Whenever the string "Stonegate" turns up in a line of the data below, copy that line.
::: Information supplied :::
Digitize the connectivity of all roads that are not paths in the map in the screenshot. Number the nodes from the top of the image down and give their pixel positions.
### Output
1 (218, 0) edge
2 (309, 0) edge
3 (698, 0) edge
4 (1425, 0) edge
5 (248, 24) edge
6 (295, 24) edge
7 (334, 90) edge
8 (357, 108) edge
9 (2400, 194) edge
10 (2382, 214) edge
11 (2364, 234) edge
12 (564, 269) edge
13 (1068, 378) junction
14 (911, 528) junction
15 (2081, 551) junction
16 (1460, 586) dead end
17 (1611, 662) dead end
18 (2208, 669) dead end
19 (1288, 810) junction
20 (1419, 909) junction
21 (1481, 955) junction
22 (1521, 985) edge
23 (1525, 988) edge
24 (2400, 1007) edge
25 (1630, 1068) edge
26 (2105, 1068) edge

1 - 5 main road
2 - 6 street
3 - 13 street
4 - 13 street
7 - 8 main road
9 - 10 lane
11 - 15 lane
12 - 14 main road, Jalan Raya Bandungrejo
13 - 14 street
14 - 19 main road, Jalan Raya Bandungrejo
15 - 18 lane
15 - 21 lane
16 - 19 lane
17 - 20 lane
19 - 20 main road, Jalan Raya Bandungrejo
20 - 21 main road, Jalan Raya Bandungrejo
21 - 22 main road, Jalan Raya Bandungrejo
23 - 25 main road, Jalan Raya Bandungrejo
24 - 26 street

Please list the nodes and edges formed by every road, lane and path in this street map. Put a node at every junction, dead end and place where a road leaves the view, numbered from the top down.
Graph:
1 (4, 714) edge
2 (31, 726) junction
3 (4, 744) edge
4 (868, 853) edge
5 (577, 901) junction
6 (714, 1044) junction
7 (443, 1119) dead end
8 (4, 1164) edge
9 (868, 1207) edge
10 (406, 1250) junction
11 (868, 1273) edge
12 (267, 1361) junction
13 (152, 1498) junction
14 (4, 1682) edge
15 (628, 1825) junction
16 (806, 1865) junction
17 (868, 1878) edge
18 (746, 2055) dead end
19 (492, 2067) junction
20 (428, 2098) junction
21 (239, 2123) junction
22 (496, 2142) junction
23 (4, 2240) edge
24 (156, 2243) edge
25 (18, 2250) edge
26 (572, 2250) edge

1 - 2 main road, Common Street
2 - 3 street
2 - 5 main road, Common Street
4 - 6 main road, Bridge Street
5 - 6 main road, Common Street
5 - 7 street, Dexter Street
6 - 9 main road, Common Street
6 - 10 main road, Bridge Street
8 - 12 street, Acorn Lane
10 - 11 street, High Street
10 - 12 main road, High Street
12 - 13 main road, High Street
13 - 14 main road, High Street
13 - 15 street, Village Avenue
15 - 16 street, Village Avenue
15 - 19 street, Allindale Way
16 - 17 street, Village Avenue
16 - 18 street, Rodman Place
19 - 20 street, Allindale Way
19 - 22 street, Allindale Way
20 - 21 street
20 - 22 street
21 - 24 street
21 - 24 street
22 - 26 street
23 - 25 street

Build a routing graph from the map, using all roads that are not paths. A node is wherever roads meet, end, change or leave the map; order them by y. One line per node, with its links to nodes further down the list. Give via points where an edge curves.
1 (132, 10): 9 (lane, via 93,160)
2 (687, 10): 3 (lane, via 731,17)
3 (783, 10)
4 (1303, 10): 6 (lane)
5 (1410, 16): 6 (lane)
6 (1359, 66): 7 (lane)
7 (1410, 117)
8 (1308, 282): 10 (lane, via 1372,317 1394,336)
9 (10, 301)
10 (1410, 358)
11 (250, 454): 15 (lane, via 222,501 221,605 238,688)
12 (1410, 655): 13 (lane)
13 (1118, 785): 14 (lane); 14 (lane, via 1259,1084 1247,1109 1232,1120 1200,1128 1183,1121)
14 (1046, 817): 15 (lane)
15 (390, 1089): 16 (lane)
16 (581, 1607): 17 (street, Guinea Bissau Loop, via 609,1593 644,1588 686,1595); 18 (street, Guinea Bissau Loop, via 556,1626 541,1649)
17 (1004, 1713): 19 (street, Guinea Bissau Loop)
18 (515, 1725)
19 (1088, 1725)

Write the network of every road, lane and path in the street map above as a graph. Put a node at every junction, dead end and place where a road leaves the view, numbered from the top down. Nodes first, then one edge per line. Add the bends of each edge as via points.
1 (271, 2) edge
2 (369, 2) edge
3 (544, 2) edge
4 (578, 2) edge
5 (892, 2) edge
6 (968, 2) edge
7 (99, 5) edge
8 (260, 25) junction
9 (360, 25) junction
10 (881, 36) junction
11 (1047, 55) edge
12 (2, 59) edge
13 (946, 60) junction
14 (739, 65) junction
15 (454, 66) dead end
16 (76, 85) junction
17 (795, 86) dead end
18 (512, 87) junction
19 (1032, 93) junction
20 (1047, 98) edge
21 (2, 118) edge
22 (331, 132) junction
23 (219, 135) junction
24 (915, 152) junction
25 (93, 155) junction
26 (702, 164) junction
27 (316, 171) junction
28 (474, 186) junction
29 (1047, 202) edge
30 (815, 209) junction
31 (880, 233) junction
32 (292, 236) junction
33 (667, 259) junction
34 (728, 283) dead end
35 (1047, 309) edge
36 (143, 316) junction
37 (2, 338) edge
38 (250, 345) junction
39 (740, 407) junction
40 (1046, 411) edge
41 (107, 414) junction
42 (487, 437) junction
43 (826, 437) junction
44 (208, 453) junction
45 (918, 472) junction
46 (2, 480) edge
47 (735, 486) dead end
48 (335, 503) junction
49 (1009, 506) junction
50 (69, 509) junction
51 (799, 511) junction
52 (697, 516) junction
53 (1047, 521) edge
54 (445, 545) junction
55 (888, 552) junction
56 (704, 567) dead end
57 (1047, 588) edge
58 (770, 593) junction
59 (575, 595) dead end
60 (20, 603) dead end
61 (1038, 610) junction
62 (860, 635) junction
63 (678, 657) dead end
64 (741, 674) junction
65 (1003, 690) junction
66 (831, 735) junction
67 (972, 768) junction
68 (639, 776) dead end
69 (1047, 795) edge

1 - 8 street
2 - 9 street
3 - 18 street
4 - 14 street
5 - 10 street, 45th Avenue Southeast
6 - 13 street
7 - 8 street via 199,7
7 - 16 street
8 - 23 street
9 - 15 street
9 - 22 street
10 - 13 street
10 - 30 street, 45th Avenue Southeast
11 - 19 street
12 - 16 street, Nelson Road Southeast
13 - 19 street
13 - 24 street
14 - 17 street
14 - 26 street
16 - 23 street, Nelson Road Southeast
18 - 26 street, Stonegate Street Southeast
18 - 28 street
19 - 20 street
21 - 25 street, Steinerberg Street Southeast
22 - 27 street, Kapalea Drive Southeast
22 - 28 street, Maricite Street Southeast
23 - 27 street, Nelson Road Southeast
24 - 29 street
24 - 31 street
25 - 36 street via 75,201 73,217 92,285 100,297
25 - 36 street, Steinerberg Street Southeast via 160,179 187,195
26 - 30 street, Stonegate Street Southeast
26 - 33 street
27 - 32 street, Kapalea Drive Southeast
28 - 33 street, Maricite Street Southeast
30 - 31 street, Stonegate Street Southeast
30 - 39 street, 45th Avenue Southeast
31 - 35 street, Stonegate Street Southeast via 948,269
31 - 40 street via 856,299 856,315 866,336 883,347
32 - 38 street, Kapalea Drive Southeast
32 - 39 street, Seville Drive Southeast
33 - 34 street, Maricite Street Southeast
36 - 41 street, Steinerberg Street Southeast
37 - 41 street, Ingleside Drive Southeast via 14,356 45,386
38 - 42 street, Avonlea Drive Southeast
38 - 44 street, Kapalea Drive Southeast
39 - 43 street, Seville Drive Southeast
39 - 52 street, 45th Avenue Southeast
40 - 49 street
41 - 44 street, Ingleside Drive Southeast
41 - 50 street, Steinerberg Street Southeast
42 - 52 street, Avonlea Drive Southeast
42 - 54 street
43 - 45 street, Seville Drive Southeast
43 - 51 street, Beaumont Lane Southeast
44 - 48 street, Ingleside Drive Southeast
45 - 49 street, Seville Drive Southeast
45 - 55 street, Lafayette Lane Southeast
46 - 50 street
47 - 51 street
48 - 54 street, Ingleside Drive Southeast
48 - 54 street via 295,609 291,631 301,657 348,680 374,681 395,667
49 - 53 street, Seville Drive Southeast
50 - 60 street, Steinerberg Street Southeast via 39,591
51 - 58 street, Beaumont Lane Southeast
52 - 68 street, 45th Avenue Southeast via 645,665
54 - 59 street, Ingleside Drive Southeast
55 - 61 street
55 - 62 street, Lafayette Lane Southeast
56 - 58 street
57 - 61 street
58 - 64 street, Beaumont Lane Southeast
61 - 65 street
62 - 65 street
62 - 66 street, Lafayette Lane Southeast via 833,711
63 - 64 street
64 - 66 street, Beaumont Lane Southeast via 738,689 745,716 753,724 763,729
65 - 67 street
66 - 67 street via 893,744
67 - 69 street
:::
▶ _Exercise response_
18 - 26 street, Stonegate Street Southeast
26 - 30 street, Stonegate Street Southeast
30 - 31 street, Stonegate Street Southeast
31 - 35 street, Stonegate Street Southeast via 948,269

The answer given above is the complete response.